> **Exercise goal**
Without including any images, please transcribe all the lines below exactly.

**** Data ****

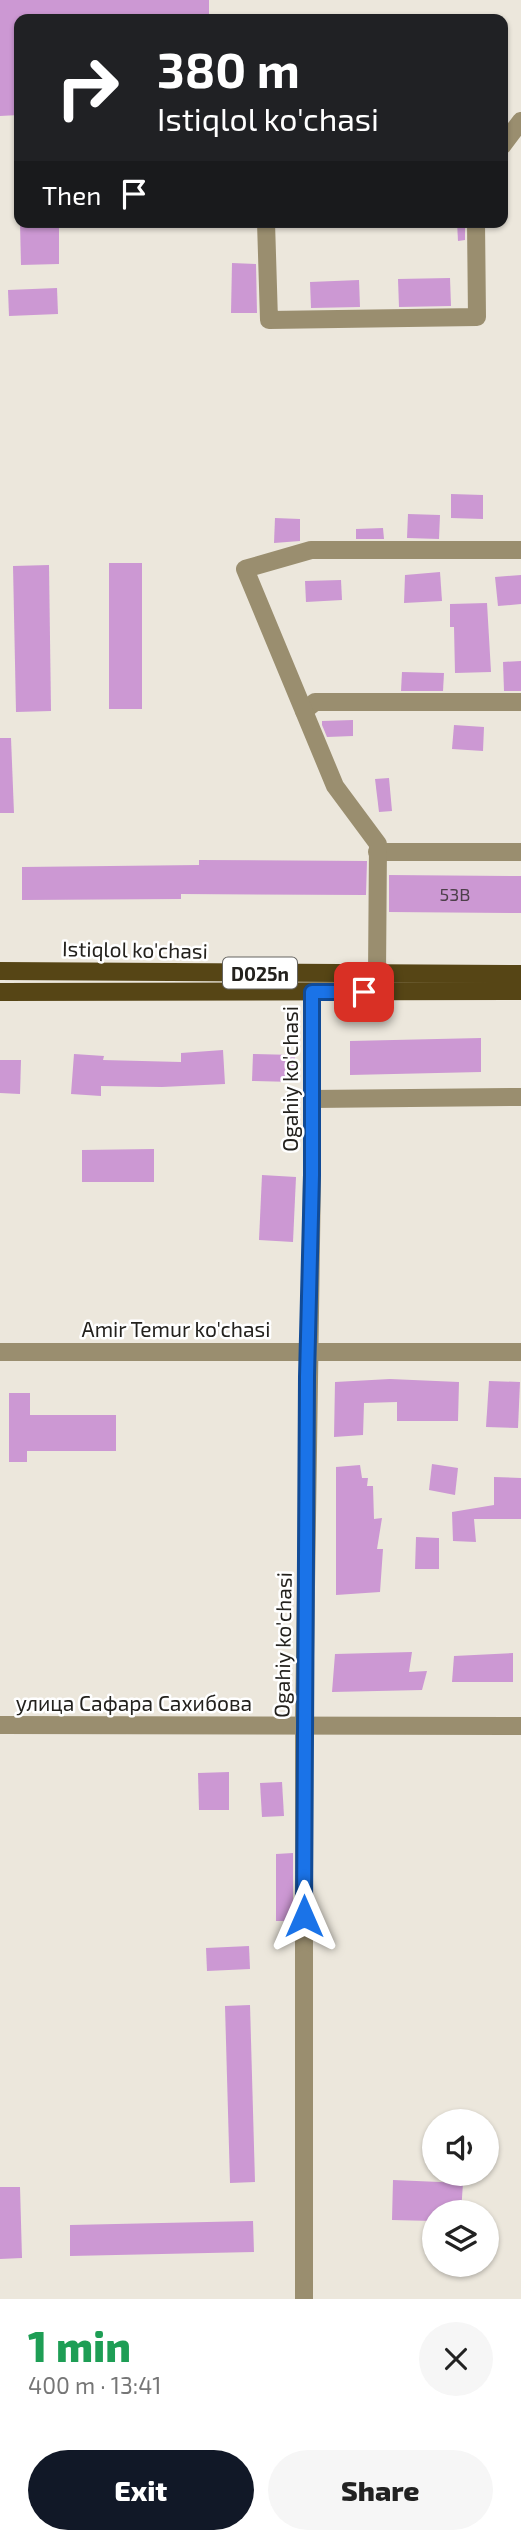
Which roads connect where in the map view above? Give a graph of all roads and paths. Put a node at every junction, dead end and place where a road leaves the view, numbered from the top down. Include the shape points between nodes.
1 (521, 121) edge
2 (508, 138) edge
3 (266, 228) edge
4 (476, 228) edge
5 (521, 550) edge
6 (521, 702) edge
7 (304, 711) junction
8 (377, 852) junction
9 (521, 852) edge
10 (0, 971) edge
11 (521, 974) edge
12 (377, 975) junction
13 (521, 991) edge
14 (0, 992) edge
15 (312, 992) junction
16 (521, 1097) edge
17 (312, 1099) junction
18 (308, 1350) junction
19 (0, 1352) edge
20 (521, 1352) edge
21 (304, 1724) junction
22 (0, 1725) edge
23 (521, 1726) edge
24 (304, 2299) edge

****

> **Answer**
Which roads connect where in the map view above? Give a graph of all roads and paths. Put a node at every junction, dead end and place where a road leaves the view, numbered from the top down. Include the shape points between nodes.
1 (521, 121) edge
2 (508, 138) edge
3 (266, 228) edge
4 (476, 228) edge
5 (521, 550) edge
6 (521, 702) edge
7 (304, 711) junction
8 (377, 852) junction
9 (521, 852) edge
10 (0, 971) edge
11 (521, 974) edge
12 (377, 975) junction
13 (521, 991) edge
14 (0, 992) edge
15 (312, 992) junction
16 (521, 1097) edge
17 (312, 1099) junction
18 (308, 1350) junction
19 (0, 1352) edge
20 (521, 1352) edge
21 (304, 1724) junction
22 (0, 1725) edge
23 (521, 1726) edge
24 (304, 2299) edge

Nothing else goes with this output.